The Sunday next before Lent

Sermon preached by Mary Brown, ordinand on attachment.

Today is the last Sunday before Lent. Since Christmas the lectionary has taken us on a whistle stop tour of Jesus’ life. We have been present at Epiphany as the wise men came following the light of a star, we have witnessed as at candlemas Simeon held Jesus and declared that he had come to bring light to the gentiles. We have been at his baptism where we saw the heavens open, the Spirit of God alight on Jesus and a voice declare ‘This is my Son, the Beloved, with whom I am well pleased.’ We’ve gone with Jesus as he gathered his disciples and taught and healed.

Throughout this time, we have been privy to what the disciples were still discovering. We know that Jesus Christ is the Son of God. We know that he is walking through the Gospel of Matthew towards the cross. And through Lent, and into Holy Week though we will enter into the darkness of those days and wait with the disciples in their despair, our despair will not be quite like theirs, because we already know that Jesus rose from the dead.

Because we know all this, I can find it hard to enter into what the transfiguration would have been like for these three disciples. I can brush past it because I have read to the end and have already encountered Jesus glorified. I have to make myself stop and remember that for the disciples this was new.

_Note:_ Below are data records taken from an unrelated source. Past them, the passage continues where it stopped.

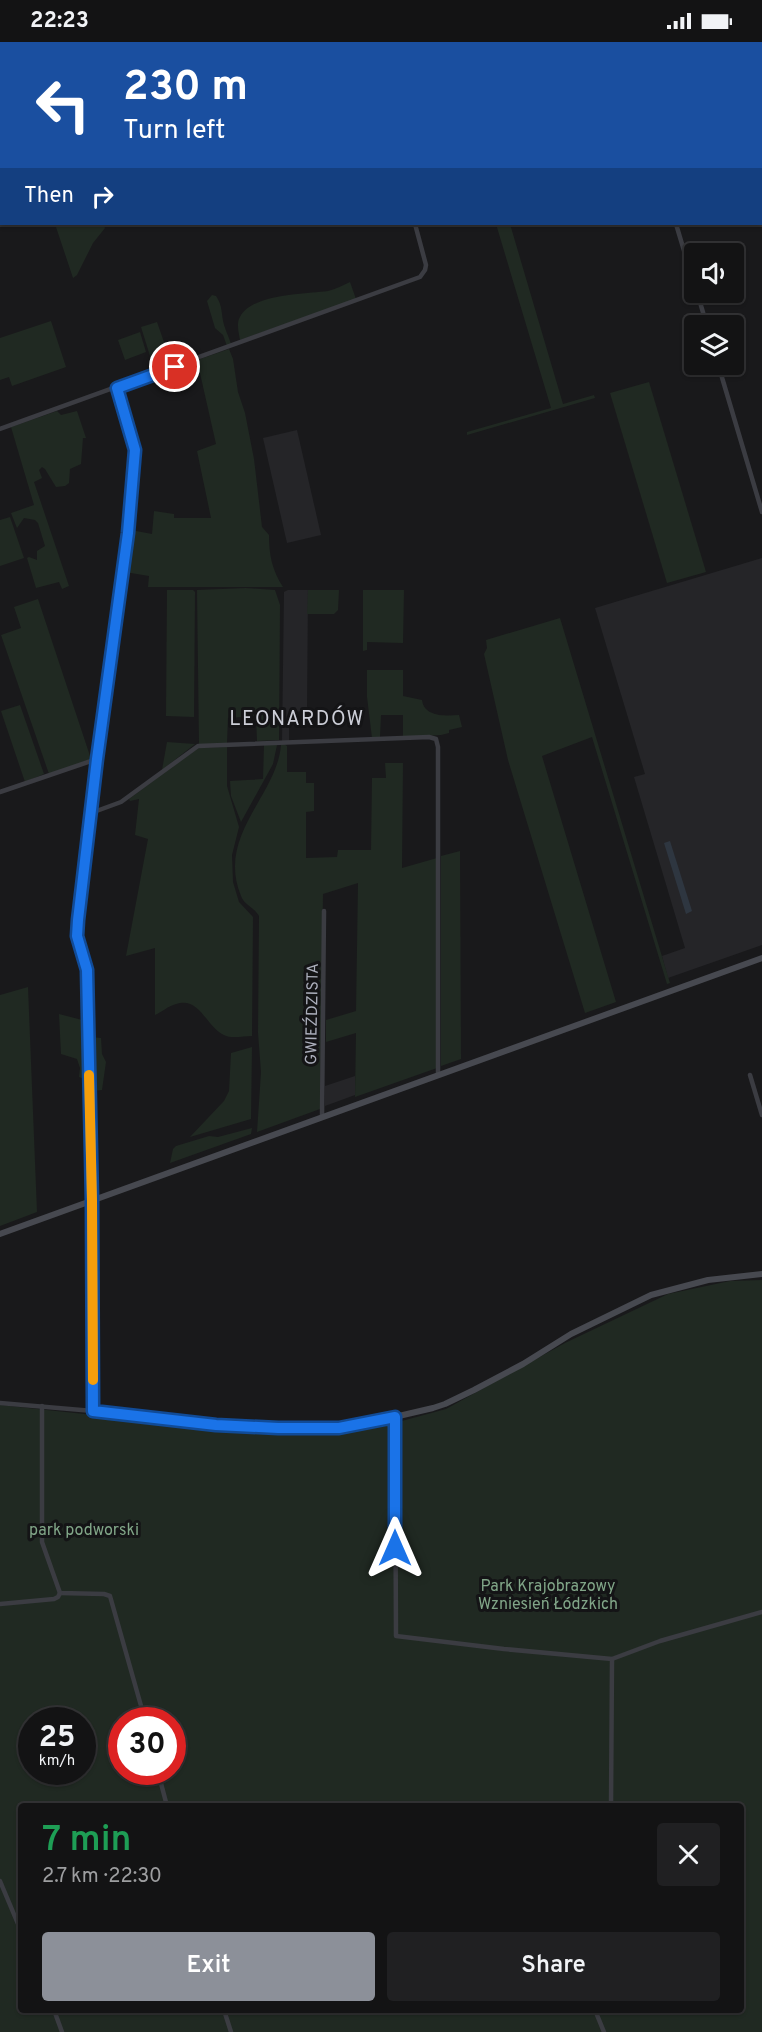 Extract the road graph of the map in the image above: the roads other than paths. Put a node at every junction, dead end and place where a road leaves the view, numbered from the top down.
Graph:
1 (415, 225) edge
2 (676, 225) edge
3 (684, 251) edge
4 (721, 375) edge
5 (117, 388) junction
6 (0, 429) edge
7 (762, 512) edge
8 (97, 759) junction
9 (0, 792) edge
10 (91, 813) junction
11 (324, 911) dead end
12 (762, 958) edge
13 (438, 1075) junction
14 (750, 1075) dead end
15 (762, 1115) edge
16 (322, 1117) junction
17 (92, 1201) junction
18 (0, 1234) edge
19 (762, 1274) edge
20 (0, 1403) edge
21 (42, 1406) junction
22 (93, 1411) junction
23 (395, 1417) junction
24 (60, 1593) junction
25 (0, 1604) edge
26 (762, 1612) edge
27 (612, 1659) junction
28 (141, 1707) edge
29 (162, 1785) edge
30 (166, 1803) edge
31 (611, 1803) edge
32 (0, 1881) edge
33 (18, 1924) edge
34 (55, 2013) edge
35 (225, 2013) edge
36 (596, 2013) edge
37 (62, 2032) edge
38 (231, 2032) edge
39 (604, 2032) edge

1 - 5 street
2 - 3 street
4 - 7 street
5 - 6 street
5 - 8 street
8 - 9 street
8 - 10 street
10 - 13 street
10 - 17 street
11 - 16 street, GWIEŹDZISTA
12 - 13 street
13 - 16 street
14 - 15 street
16 - 17 street
17 - 18 street
17 - 22 street
19 - 23 street
20 - 21 street
21 - 22 street
21 - 24 street
22 - 23 street
23 - 27 street
24 - 25 street
24 - 28 street
26 - 27 street
27 - 31 street
29 - 30 street
32 - 33 street
34 - 37 street
35 - 38 street
36 - 39 street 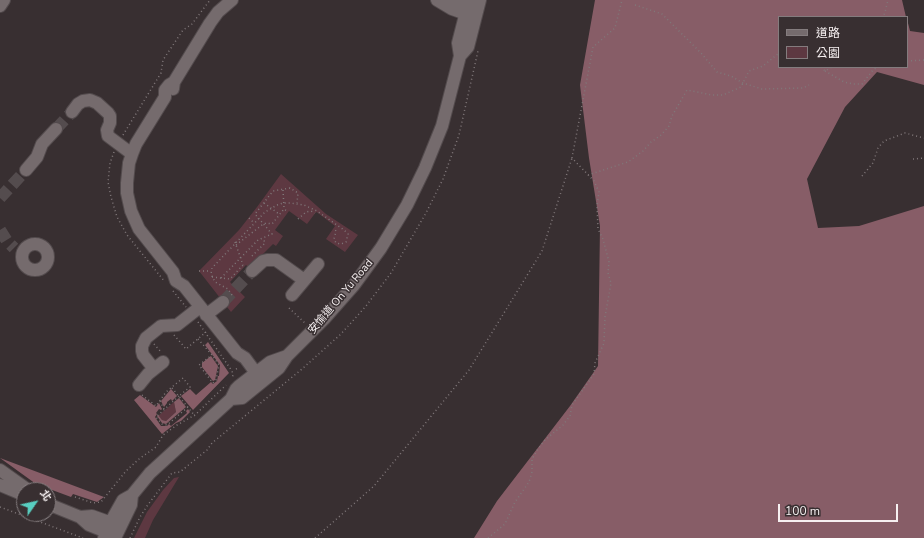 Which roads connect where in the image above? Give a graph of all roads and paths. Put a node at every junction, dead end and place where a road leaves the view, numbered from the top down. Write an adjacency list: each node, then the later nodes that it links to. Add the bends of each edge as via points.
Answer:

So I invite you today to join me and walk up the high mountain with Peter, James and John, following after Jesus. Let’s imaginatively step into the scene together and let ourselves be astounded alongside them as we hear a radical answer to the question: Who is Jesus?

I love being at the top of a mountain. In my first draft of this sermon I wrote that I love climbing mountains, but then I realised that that’s not true, I love being at the top, but not so much getting to the top.

I sometimes I spend my holidays visiting cousins who live in Switzerland, and who refuse to believe that I could experience altitude sickness there, but I’m sure that years of living at 10 meters above sea level in Cambridge mean that’s possible, and even if it is not, I’m sticking to that excuse for being incredibly slow.

Slow the point that my cousin tends to run off ahead, and I genuinely prefer to climb a mountain alone, progressing at a snails pace using a technique affectionally named ‘alpine plod’.

When I finally reach the top, my favourite thing to do is to fling my arms wide, and to turn my face into the wind. In the experience of knowing myself to be tiny amongst these mountains, I’m reminded of God’s immensity.

Scripture is full of stories of people encountering God’s glory and his provision on the top of a mountain.

I wonder what the equivalent of being on top of a mountain is for you. Where do you feel God close, experience his glory and provision? Is there a place you wish you could stay? Perhaps it is in the pews here, protected to some degree from the outside world. [Perhaps it is at the altar rail during Eucharist.] Wherever it is, I invite you to tap into that feeling as we look at the rest of this passage.

The context of this mountain journey is a conversation that happened six days earlier. A conversation in which Peter declared Jesus to be ‘the messiah, the Son of the Living God’ but refused to believe Jesus’ teaching that he would suffer and die and be raised again. Though Peter had the right titles for Jesus, he didn’t understand what this meant.

Six days later, Jesus led them up a high mountain. Reaching the top the disciples saw an amazing sight. Instead of seeing the view, they saw Jesus, transfigured before them, his face shining like the sun and his clothes dazzling white. 

Then suddenly Moses and Elijah appeared talking to Jesus. Peter responded by suggesting that he build dwellings for the three of them. Perhaps he wanted to preserve this moment, to keep everyone at the top of the mountain. And perhaps the offer of three dwellings suggests that Peter was still not quite there in who he thought Jesus was, was he thinking of Moses and Elijah as somehow of equal standing with Jesus?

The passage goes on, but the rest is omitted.